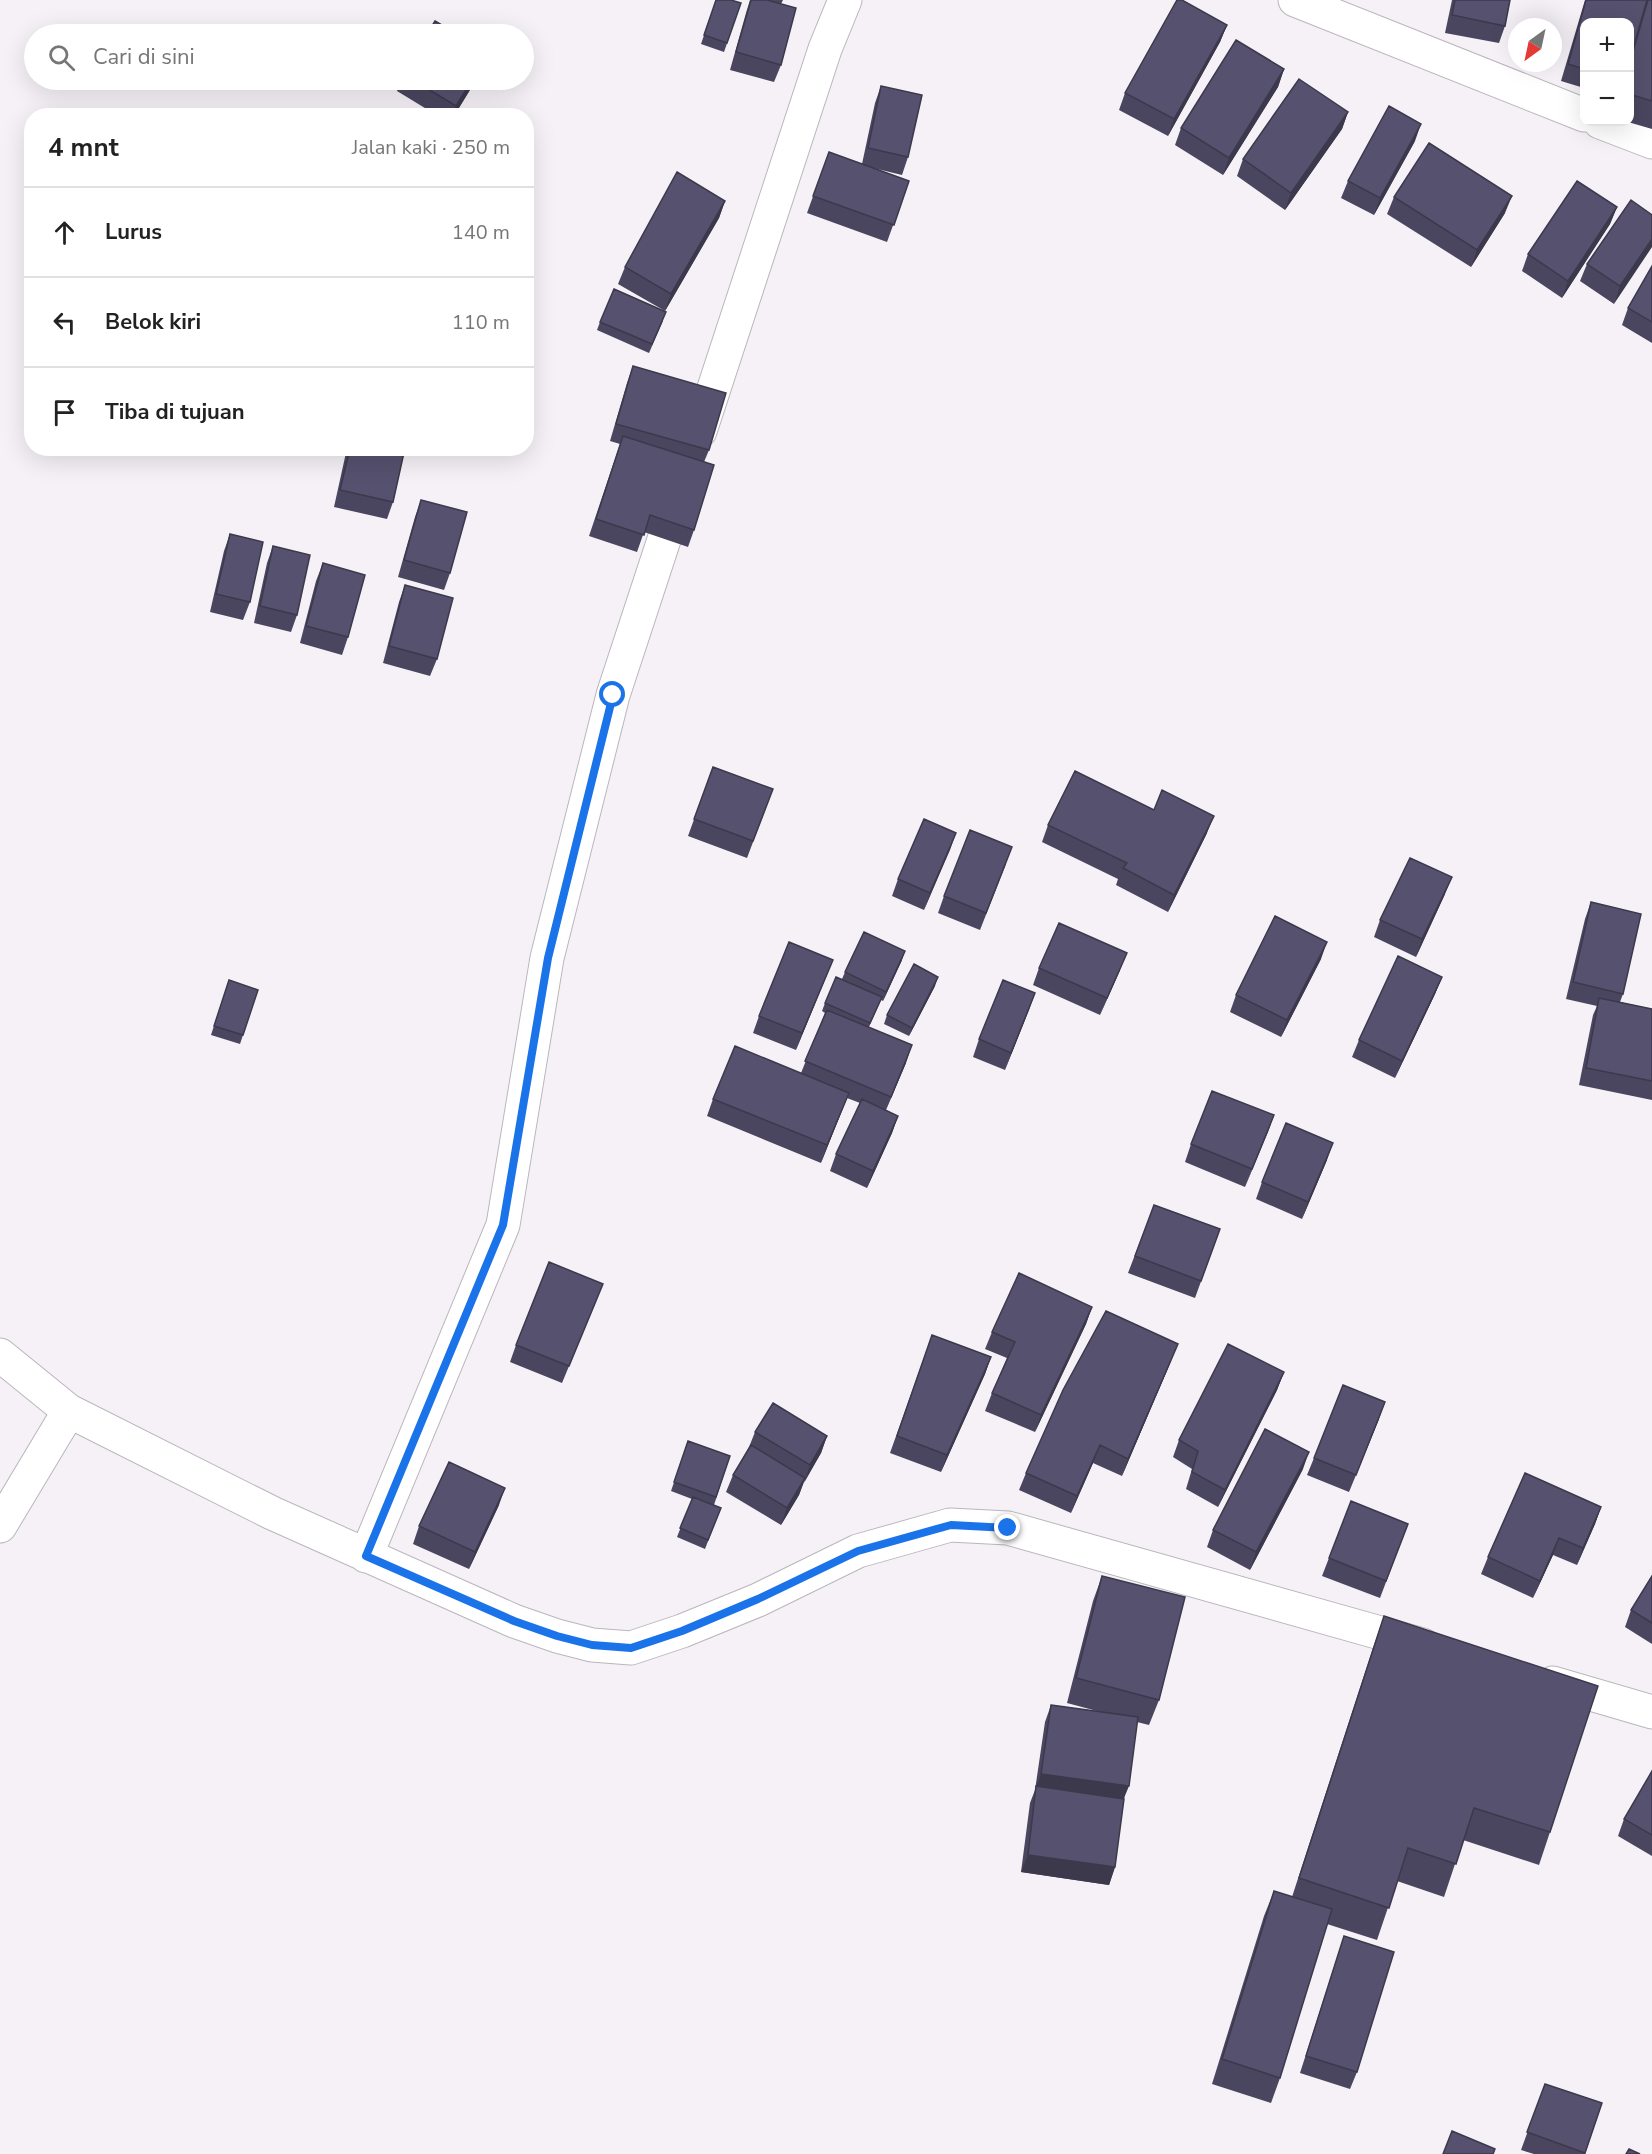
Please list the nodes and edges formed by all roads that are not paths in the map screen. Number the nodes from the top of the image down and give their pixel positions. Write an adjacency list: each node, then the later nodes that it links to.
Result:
1 (845, 0): 9 (street)
2 (1295, 0): 3 (street)
3 (1580, 113)
4 (1610, 126): 5 (street)
5 (1652, 142)
6 (0, 1355): 7 (street)
7 (69, 1411): 8 (street); 9 (street)
8 (0, 1526)
9 (366, 1556): 10 (street)
10 (1454, 1654)
11 (1522, 1674): 12 (street)
12 (1652, 1712)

What you should do: Once the pictures have been removed, reproduce each line of the material above exactly.

Solution for this task:
Please list the nodes and edges formed by all roads that are not paths in the map screen. Number the nodes from the top of the image down and give their pixel positions. Write an adjacency list: each node, then the later nodes that it links to.
Result:
1 (845, 0): 9 (street)
2 (1295, 0): 3 (street)
3 (1580, 113)
4 (1610, 126): 5 (street)
5 (1652, 142)
6 (0, 1355): 7 (street)
7 (69, 1411): 8 (street); 9 (street)
8 (0, 1526)
9 (366, 1556): 10 (street)
10 (1454, 1654)
11 (1522, 1674): 12 (street)
12 (1652, 1712)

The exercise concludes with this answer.